▶ **PROMPT**
Retype the entries. Match them exactly.

▶ **Stored items from a collection**
◇ ◇ ◇ ◇ ◇ ◇ ◇

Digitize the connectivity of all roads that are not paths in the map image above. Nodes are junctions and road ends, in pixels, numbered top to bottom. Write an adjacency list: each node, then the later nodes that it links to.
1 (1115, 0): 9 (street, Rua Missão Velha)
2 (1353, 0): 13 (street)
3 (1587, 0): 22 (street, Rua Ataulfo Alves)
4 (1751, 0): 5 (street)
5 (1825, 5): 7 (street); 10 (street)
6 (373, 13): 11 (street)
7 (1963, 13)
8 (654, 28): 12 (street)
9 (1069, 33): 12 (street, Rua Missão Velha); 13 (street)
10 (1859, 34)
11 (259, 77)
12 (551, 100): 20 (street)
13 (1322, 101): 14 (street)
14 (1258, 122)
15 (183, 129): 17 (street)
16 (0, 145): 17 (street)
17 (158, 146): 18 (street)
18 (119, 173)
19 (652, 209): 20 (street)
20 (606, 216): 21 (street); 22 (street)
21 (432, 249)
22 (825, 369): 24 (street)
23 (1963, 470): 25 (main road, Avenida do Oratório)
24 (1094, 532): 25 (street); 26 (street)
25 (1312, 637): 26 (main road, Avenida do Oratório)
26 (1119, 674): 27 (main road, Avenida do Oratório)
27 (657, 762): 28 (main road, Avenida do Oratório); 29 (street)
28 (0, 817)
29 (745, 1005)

◇ ◇ ◇ ◇ ◇ ◇ ◇

▶ **PROBLEM SOLUTION**
Digitize the connectivity of all roads that are not paths in the map image above. Nodes are junctions and road ends, in pixels, numbered top to bottom. Write an adjacency list: each node, then the later nodes that it links to.
1 (1115, 0): 9 (street, Rua Missão Velha)
2 (1353, 0): 13 (street)
3 (1587, 0): 22 (street, Rua Ataulfo Alves)
4 (1751, 0): 5 (street)
5 (1825, 5): 7 (street); 10 (street)
6 (373, 13): 11 (street)
7 (1963, 13)
8 (654, 28): 12 (street)
9 (1069, 33): 12 (street, Rua Missão Velha); 13 (street)
10 (1859, 34)
11 (259, 77)
12 (551, 100): 20 (street)
13 (1322, 101): 14 (street)
14 (1258, 122)
15 (183, 129): 17 (street)
16 (0, 145): 17 (street)
17 (158, 146): 18 (street)
18 (119, 173)
19 (652, 209): 20 (street)
20 (606, 216): 21 (street); 22 (street)
21 (432, 249)
22 (825, 369): 24 (street)
23 (1963, 470): 25 (main road, Avenida do Oratório)
24 (1094, 532): 25 (street); 26 (street)
25 (1312, 637): 26 (main road, Avenida do Oratório)
26 (1119, 674): 27 (main road, Avenida do Oratório)
27 (657, 762): 28 (main road, Avenida do Oratório); 29 (street)
28 (0, 817)
29 (745, 1005)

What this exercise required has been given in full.